Now, the office has fallen victim to its own success.
Too many people are reporting crimes on the agency’s social media pages rather than calling 911 or submitting a tip through the Pasco County Sheriff’s Office website, the office said. On Monday, fearing it might be missing life-or-death information, the office cut off all social media comments.
“Social media was not designed for that purpose,” Sheriff Chris Nocco said in a lengthy Facebook post Monday afternoon.
It was an abrupt end to a social media engagement campaign that stretches back a decade and won fans across the world. It included irreverent posts through a Sad Criminal of the Day series; posts that extended the fame the Sheriff’s Office enjoyed as star of A&E’s Live PD television show; and even a copyright for its now-viral hashtag, #9pmroutine — a nightly reminder to lock up cars and houses.
Nocco said the change was driven by renewed efforts from his three-member public information team to post more notices about missing persons and runaways.
The added volume had drawn an overwhelming response from commenters reporting crimes and leaving timely tips in social media message threads.

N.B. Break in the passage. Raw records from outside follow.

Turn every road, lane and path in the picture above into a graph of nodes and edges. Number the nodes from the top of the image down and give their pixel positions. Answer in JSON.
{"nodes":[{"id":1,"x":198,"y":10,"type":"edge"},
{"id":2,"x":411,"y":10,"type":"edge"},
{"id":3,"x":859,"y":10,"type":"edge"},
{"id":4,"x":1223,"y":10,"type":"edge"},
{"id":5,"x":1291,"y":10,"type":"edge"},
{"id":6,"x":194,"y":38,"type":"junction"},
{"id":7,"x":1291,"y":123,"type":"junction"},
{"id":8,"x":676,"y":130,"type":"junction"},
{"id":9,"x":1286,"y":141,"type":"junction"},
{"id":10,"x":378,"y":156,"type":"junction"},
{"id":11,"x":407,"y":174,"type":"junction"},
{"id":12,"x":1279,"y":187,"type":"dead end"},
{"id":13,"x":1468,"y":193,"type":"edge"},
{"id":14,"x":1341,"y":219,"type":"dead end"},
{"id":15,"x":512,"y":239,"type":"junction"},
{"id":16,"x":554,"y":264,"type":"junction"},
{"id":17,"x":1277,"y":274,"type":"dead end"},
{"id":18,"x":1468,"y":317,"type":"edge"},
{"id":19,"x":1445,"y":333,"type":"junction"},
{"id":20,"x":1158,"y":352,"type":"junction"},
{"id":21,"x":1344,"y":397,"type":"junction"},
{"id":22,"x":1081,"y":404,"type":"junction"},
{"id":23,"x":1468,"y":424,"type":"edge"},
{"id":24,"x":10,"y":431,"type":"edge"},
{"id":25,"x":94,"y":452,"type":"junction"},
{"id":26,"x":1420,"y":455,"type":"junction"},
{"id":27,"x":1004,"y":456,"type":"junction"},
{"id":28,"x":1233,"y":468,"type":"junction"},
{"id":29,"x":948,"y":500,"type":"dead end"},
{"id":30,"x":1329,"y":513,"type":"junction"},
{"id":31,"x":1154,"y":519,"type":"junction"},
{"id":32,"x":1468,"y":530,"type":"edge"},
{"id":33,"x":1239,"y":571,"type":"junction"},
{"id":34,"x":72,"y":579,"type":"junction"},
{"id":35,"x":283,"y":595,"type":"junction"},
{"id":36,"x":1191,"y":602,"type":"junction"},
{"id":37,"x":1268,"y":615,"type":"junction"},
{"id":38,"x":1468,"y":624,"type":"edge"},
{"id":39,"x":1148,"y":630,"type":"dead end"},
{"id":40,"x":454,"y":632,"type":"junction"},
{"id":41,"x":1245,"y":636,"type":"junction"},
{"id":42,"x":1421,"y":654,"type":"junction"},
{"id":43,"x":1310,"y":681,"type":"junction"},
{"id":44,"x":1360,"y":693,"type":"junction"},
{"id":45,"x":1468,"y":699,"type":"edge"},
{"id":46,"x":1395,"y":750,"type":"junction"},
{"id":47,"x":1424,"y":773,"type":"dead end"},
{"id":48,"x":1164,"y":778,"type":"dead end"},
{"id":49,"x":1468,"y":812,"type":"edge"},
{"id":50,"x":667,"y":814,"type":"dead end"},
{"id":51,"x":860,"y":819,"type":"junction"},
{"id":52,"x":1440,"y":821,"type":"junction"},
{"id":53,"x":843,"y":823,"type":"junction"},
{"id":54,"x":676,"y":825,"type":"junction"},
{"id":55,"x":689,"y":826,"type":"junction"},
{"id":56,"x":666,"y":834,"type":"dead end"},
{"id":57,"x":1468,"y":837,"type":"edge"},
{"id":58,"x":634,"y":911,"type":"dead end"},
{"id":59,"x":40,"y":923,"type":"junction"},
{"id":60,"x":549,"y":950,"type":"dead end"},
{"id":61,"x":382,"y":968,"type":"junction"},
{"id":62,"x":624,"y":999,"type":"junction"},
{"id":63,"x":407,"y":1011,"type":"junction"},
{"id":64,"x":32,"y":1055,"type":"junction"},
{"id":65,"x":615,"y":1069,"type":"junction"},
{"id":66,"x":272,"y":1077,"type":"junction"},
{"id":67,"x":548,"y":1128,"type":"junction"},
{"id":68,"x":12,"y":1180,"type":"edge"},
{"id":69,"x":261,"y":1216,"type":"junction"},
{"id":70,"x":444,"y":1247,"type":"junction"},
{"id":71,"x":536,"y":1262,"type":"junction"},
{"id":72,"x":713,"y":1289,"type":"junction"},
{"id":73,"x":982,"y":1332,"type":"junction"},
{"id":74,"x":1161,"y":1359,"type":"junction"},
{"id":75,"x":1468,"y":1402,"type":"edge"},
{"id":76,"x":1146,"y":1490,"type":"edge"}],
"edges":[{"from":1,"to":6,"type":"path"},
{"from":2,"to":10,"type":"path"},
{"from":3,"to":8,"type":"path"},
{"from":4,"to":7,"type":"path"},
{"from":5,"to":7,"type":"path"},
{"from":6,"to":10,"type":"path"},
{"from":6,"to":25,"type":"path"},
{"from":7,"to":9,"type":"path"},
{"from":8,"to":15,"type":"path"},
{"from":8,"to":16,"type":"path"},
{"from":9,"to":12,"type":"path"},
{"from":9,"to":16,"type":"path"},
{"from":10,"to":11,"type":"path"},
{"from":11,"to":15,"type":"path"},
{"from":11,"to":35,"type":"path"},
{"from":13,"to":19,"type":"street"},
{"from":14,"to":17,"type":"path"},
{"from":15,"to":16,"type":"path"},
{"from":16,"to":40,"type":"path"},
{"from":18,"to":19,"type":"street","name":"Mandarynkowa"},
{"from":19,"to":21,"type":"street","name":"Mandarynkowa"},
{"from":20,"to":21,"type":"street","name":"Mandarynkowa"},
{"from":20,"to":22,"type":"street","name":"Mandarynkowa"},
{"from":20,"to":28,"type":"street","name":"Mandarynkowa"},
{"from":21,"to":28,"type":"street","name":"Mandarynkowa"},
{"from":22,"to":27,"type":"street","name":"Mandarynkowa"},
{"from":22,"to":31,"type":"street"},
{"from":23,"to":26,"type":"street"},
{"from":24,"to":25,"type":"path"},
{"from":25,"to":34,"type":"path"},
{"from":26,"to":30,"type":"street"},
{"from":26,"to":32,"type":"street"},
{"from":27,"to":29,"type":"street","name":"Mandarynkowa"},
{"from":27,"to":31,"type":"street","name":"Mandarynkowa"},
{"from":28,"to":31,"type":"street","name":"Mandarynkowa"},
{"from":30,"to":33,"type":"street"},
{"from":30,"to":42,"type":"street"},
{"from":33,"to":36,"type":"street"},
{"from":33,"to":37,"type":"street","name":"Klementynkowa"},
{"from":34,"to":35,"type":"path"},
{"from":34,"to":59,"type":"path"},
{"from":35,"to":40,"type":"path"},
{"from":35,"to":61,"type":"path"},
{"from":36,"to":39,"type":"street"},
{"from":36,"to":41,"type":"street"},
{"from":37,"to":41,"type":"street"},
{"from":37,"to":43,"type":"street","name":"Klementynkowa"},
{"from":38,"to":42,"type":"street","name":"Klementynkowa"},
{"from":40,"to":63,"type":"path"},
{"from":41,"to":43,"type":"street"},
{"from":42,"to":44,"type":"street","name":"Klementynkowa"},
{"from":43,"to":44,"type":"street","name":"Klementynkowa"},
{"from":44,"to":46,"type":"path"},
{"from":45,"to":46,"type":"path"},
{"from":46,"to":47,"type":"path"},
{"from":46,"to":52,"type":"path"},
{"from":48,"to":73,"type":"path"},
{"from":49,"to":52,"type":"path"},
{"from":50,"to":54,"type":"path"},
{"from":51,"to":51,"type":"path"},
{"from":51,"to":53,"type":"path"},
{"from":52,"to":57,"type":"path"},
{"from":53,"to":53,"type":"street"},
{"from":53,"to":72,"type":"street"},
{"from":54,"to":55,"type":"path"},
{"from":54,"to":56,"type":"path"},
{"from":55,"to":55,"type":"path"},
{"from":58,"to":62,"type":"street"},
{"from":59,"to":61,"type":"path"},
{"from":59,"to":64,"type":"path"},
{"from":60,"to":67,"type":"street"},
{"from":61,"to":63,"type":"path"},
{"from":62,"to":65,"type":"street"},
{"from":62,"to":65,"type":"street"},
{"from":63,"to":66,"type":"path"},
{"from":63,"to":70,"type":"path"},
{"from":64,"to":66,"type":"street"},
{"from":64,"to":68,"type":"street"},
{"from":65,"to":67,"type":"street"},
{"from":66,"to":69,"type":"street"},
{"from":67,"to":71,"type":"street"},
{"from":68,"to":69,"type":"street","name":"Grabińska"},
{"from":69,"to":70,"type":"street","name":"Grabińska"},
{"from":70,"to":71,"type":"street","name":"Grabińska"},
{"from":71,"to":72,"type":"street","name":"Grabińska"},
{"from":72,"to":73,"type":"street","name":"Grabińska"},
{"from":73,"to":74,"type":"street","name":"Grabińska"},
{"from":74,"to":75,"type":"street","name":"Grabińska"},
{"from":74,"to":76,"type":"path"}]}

The team simply couldn’t stay on top of it all.
“To be clear, this was not a decision we take lightly,” Nocco said in the Facebook message.
“However, with the continued growth in our county and the need to continue to provide resources to serve our growing population, there was not a possibility to hire the people that would be required to monitor our social media platforms on a consistent, 24/7 basis for 365 days a year,” he said.
Those accustomed to communicating with the agency through Facebook criticized the decision before they were cut off.
“If people weren’t comfortable using the other formats to leave tips before, they won’t be comfortable with it now. It will just leave you with less tips,” one user wrote.
“It’s almost like you want to discourage people from providing information,” wrote another.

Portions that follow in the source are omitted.